**YOUR OBJECTIVE**
Pull out every line below containing the word "main".

**THE RECORDS**
Segment Open
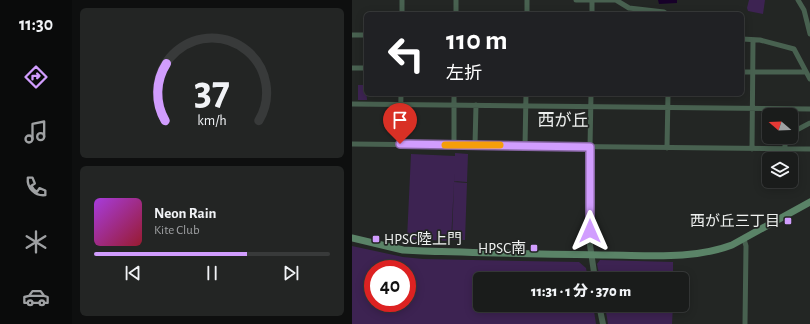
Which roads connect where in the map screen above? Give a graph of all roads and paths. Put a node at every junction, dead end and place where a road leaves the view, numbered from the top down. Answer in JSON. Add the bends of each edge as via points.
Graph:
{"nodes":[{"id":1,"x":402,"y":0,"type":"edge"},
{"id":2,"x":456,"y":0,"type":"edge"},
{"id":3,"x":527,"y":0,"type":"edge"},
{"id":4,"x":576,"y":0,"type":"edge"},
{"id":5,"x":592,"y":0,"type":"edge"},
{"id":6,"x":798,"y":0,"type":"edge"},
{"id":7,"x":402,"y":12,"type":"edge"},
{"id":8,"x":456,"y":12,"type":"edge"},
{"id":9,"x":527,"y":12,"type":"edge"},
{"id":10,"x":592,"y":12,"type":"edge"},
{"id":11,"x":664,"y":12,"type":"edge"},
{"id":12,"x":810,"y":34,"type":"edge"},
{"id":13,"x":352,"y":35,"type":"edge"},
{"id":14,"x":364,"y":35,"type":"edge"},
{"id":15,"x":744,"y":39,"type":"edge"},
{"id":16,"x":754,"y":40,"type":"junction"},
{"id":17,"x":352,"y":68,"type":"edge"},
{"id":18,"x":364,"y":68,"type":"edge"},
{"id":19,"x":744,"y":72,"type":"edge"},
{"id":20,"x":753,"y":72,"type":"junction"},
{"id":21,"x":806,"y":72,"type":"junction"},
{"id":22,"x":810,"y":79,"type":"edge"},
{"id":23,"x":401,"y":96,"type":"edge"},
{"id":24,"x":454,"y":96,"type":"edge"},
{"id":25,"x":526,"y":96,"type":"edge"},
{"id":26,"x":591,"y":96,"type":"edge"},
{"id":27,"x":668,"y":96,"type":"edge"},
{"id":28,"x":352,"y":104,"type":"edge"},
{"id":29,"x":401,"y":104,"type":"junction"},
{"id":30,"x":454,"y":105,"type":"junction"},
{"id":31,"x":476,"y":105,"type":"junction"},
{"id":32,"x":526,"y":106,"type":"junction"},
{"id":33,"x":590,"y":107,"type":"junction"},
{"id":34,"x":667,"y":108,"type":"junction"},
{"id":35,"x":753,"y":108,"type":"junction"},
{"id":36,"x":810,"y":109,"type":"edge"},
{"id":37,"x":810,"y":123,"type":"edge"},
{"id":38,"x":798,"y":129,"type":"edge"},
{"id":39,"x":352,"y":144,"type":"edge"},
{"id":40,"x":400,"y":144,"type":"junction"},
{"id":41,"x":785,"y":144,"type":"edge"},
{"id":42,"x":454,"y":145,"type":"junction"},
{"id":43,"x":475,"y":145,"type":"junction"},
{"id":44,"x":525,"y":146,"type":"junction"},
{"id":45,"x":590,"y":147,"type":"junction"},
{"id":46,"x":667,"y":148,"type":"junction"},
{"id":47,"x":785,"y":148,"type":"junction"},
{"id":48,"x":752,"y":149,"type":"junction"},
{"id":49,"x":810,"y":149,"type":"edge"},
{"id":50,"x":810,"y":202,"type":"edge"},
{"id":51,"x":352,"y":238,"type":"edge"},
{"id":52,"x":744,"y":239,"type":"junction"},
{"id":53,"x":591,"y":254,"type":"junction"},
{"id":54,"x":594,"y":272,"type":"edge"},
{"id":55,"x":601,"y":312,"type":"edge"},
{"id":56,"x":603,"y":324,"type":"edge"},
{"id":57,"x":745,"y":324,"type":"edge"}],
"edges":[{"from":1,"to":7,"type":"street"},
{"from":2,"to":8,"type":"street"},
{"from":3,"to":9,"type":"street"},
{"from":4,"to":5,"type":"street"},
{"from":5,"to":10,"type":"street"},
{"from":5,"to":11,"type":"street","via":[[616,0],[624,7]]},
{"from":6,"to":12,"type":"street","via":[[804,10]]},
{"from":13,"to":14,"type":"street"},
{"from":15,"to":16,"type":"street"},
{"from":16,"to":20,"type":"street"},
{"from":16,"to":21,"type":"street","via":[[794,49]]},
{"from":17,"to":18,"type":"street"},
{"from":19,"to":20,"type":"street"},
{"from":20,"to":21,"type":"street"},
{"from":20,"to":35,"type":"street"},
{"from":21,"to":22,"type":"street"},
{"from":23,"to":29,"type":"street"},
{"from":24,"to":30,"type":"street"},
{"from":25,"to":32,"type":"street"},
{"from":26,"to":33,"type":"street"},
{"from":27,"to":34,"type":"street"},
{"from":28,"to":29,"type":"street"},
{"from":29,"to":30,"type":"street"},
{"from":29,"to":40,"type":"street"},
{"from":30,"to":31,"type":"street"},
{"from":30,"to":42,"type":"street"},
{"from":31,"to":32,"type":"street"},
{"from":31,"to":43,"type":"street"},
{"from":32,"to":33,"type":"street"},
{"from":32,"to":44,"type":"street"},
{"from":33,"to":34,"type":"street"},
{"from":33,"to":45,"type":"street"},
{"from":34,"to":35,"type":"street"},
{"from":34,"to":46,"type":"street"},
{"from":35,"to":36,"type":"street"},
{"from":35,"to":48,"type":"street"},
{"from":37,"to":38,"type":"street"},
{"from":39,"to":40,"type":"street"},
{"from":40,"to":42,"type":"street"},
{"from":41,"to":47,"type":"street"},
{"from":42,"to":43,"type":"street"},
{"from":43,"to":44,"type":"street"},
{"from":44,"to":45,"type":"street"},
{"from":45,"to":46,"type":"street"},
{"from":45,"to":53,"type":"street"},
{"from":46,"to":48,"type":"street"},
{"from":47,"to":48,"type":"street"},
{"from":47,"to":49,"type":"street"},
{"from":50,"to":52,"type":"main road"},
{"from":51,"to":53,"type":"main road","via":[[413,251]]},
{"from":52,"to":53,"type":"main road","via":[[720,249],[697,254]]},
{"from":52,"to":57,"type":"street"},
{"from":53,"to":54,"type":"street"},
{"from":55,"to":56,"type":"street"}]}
Segment Closed
**ANSWER FOR THE TASK**
{"from":50,"to":52,"type":"main road"},
{"from":51,"to":53,"type":"main road","via":[[413,251]]},
{"from":52,"to":53,"type":"main road","via":[[720,249],[697,254]]},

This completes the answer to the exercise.